EXERCISE PROMPT
Nothing but a verbatim copy of the data, minus the images, should be returned.

STUDY MATERIAL
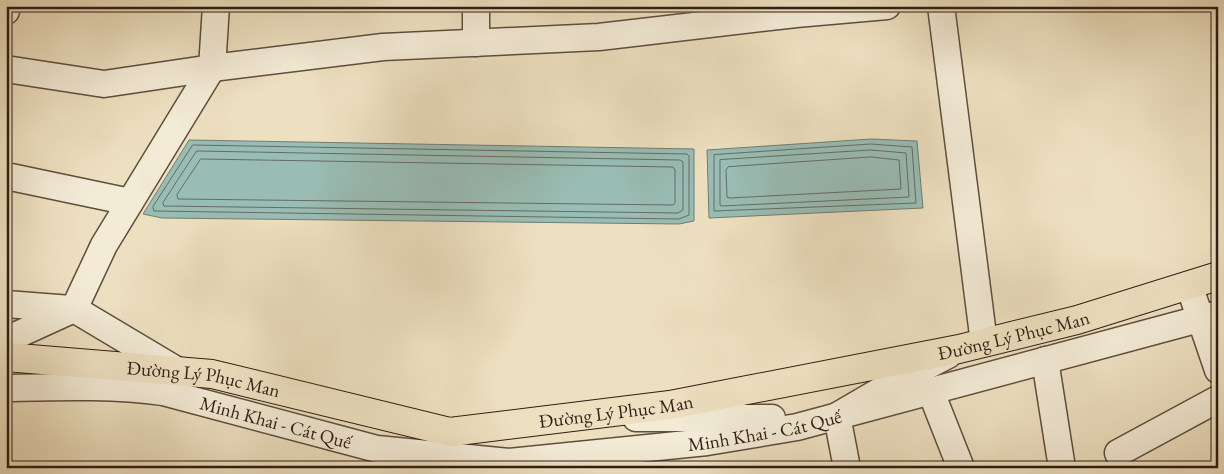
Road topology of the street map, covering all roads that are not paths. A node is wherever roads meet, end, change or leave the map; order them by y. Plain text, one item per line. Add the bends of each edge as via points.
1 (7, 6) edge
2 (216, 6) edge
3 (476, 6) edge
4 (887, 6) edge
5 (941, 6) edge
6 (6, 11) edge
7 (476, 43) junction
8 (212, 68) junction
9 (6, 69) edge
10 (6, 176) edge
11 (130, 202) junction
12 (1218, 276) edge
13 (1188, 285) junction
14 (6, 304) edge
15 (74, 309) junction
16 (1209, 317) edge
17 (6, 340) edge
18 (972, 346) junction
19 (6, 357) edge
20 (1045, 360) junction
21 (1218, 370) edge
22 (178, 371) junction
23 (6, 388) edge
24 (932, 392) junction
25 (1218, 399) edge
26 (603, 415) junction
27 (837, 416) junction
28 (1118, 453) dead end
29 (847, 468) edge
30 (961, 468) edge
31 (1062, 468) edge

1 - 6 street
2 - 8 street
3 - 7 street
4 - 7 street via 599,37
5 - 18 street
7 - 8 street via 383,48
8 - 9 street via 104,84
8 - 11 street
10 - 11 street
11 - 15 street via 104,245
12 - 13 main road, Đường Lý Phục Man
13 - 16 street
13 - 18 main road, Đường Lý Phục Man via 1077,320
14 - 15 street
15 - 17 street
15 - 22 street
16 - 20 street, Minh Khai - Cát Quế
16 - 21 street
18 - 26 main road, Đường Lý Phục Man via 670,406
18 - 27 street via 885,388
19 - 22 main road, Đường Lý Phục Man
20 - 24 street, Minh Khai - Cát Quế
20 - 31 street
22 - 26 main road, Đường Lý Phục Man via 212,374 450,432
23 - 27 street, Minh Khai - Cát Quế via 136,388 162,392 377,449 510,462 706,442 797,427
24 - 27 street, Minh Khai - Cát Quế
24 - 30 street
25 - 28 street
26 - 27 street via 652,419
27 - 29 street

RESULT BELOW
Road topology of the street map, covering all roads that are not paths. A node is wherever roads meet, end, change or leave the map; order them by y. Plain text, one item per line. Add the bends of each edge as via points.
1 (7, 6) edge
2 (216, 6) edge
3 (476, 6) edge
4 (887, 6) edge
5 (941, 6) edge
6 (6, 11) edge
7 (476, 43) junction
8 (212, 68) junction
9 (6, 69) edge
10 (6, 176) edge
11 (130, 202) junction
12 (1218, 276) edge
13 (1188, 285) junction
14 (6, 304) edge
15 (74, 309) junction
16 (1209, 317) edge
17 (6, 340) edge
18 (972, 346) junction
19 (6, 357) edge
20 (1045, 360) junction
21 (1218, 370) edge
22 (178, 371) junction
23 (6, 388) edge
24 (932, 392) junction
25 (1218, 399) edge
26 (603, 415) junction
27 (837, 416) junction
28 (1118, 453) dead end
29 (847, 468) edge
30 (961, 468) edge
31 (1062, 468) edge

1 - 6 street
2 - 8 street
3 - 7 street
4 - 7 street via 599,37
5 - 18 street
7 - 8 street via 383,48
8 - 9 street via 104,84
8 - 11 street
10 - 11 street
11 - 15 street via 104,245
12 - 13 main road, Đường Lý Phục Man
13 - 16 street
13 - 18 main road, Đường Lý Phục Man via 1077,320
14 - 15 street
15 - 17 street
15 - 22 street
16 - 20 street, Minh Khai - Cát Quế
16 - 21 street
18 - 26 main road, Đường Lý Phục Man via 670,406
18 - 27 street via 885,388
19 - 22 main road, Đường Lý Phục Man
20 - 24 street, Minh Khai - Cát Quế
20 - 31 street
22 - 26 main road, Đường Lý Phục Man via 212,374 450,432
23 - 27 street, Minh Khai - Cát Quế via 136,388 162,392 377,449 510,462 706,442 797,427
24 - 27 street, Minh Khai - Cát Quế
24 - 30 street
25 - 28 street
26 - 27 street via 652,419
27 - 29 street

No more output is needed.